To drive liquid plugs, we used physiological flow rates of air estimated from typical tidal volumes and the Weibel model (55), which prompted plugs to move at a mean velocity of ≈1.5 mm/s in the microchannel. As a control condition, differentiated SAECs were exposed to single-phase liquid flows at ≈1.5 mm/s, which may be relevant to fetal breathing in late gestation or total liquid ventilation. This resulted in no discernible injury of the cells, as indicated by their viability (≈85%) (Fig. 4A). In addition, air flow over a monolayer of differentiated SAECs at physiological velocities simulating normal breathing did not cause cellular damage (data not shown). When the monolayer was subjected to 10 events of plug propagation and subsequent rupture over a period of 10 min (1 event per min), however, there was a significant increase (P < 0.0001, n = 10) in the number of membrane-compromised cells, and viability was reduced by ≈24% (Fig. 4B). The fraction of injured cells increased proportionally with escalating doses of fluid mechanical stresses imposed by 50 and 100 events of plug progression and rupture over 10 min (Fig. 4 C–E) (P < 0.0001, n = 10). These observations suggest that the two-phase fluid motion characteristic of airway reopening generates a substantial amount of deleterious mechanical stresses and causes airway injury. Considering that the cells did not exhibit significant injurious response after a single reopening event (data not shown) and that the mechanical stresses imposed by a single propagation/rupture remained the same throughout the experiments, these results may also indicate the important role of repetitive reopening events in inducing and exacerbating mechanical cellular injury.

Fig. 4.

Fig. 4.

Cellular injury caused by propagation and rupture of liquid plugs. (A) Single-phase liquid flows do not damage differentiated SAECs. Exposure of the cells to propagation and subsequent rupture of liquid plugs results in progressively larger numbers of injured cells, as shown in B–D. PR represents the number of plug propagations and subsequent ruptures over a period of 10 min. “Upstream and midstream” and “downstream” areas range from x = 0 to 2.9 mm and from x = 2.9 mm to 3.7 mm, respectively. (Scale bars: 150 μm.) (E) The extent of cellular damage is elevated with the increasing number of reopening events. (F) Numerical simulation reveals that propagating liquid plugs form recirculation in the core region and generate large gradients of wall pressure and wall shear stress in the precursor film where the film thickness is the smallest. (G) Downstream viability normalized by the percent viability of cells in the upstream and midstream regions decreases significantly in the presence of reopening flows, suggesting that more deleterious mechanical stresses are generated in the vicinity of the site of plug rupture.

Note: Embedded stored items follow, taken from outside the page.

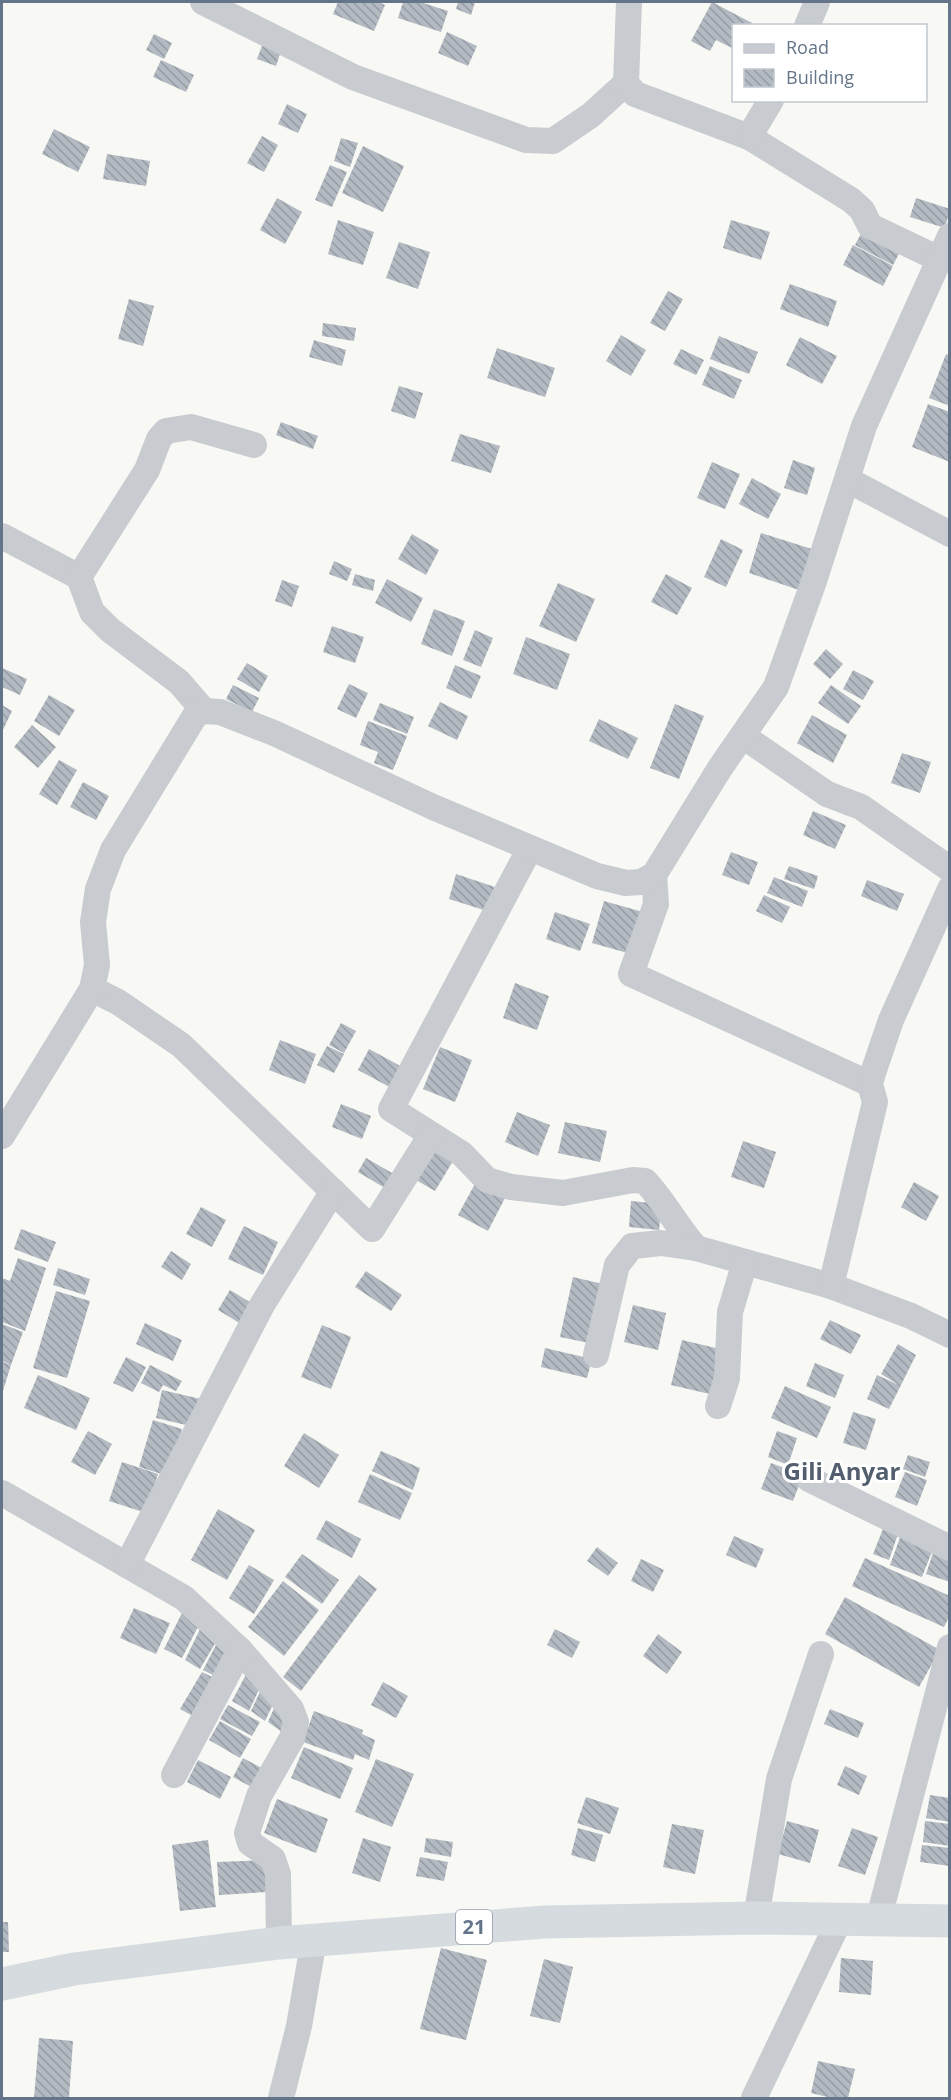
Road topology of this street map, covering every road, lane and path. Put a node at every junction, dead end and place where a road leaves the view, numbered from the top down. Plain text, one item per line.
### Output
1 (203, 2) edge
2 (629, 2) edge
3 (817, 2) edge
4 (808, 24) edge
5 (626, 83) junction
6 (770, 102) edge
7 (749, 137) junction
8 (950, 236) edge
9 (939, 259) junction
10 (254, 445) dead end
11 (848, 480) junction
12 (950, 534) edge
13 (2, 536) edge
14 (79, 577) junction
15 (204, 711) junction
16 (743, 736) junction
17 (530, 848) junction
18 (950, 869) edge
19 (654, 875) junction
20 (950, 889) edge
21 (92, 989) junction
22 (870, 1084) junction
23 (431, 1135) junction
24 (2, 1136) edge
25 (333, 1191) junction
26 (696, 1248) junction
27 (745, 1262) junction
28 (831, 1286) junction
29 (950, 1335) edge
30 (596, 1354) dead end
31 (717, 1406) dead end
32 (809, 1479) dead end
33 (2, 1493) edge
34 (950, 1548) edge
35 (127, 1565) junction
36 (950, 1647) edge
37 (240, 1650) junction
38 (821, 1654) dead end
39 (174, 1775) dead end
40 (756, 1918) junction
41 (839, 1921) junction
42 (878, 1921) junction
43 (950, 1921) edge
44 (314, 1939) junction
45 (279, 1943) junction
46 (2, 1984) edge
47 (281, 2098) edge
48 (754, 2098) edge

1 - 5 street
2 - 5 street
3 - 4 street
5 - 7 street
6 - 7 street
7 - 9 street
8 - 9 street
9 - 11 street
10 - 14 street
11 - 12 street
11 - 16 street
13 - 14 street
14 - 15 street
15 - 17 street
15 - 21 street
16 - 18 street
16 - 19 street
17 - 19 street
17 - 23 street
19 - 22 street
20 - 22 street
21 - 24 street
21 - 25 street
22 - 28 street
23 - 25 street
23 - 26 street
25 - 35 street
26 - 27 street
26 - 30 street
27 - 28 street
27 - 31 street
28 - 29 street
32 - 34 street
33 - 35 street
35 - 37 street
36 - 42 street
37 - 39 street
37 - 45 street
38 - 40 street
40 - 41 highway, 21
40 - 44 highway, 21
41 - 42 highway, 21
41 - 48 street
42 - 43 highway, 21
44 - 45 highway, 21
44 - 47 street
45 - 46 highway, 21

We estimated mechanical stresses acting on the cell surface by computationally investigating the flow field created by a liquid plug (34) moving in two-dimensional parallel-plate channels. In situations matching the experimentally defined channel geometry and flow conditions (channel height of 100 μm, propagation speed of ≈1.5 mm/s), there exist abnormally large gradients of wall pressure and wall shear stress in the area of smallest film thickness, known as a capillary wave, where the front meniscus converges to a precursor film (Fig. 4F). The stresses and stress gradients exerted by the front meniscus of a liquid plug are larger than those generated by the rear meniscus, suggesting that cellular injury due to plug propagation is mainly a result of the movement of the front meniscus of a liquid plug. Considering that the length of a single cell (≈40 μm) is greater than that of the capillary wave, the maximum pressure drop and shear stress change within a cell can be estimated to be the largest change in the magnitude of the wall pressure and shear stress in the capillary wave region, which are 6,454.9 dynes/cm2 and 97.58 dynes/cm2, respectively. It should be noted, however, that these values may change because of the factors that have not been taken into account in our study, such as pulmonary surfactant (42, 43, 44, 56, 57), airway compliance (3537), and non-planar topography of the airway wall resulting from the protrusion of airway epithelial cells (38).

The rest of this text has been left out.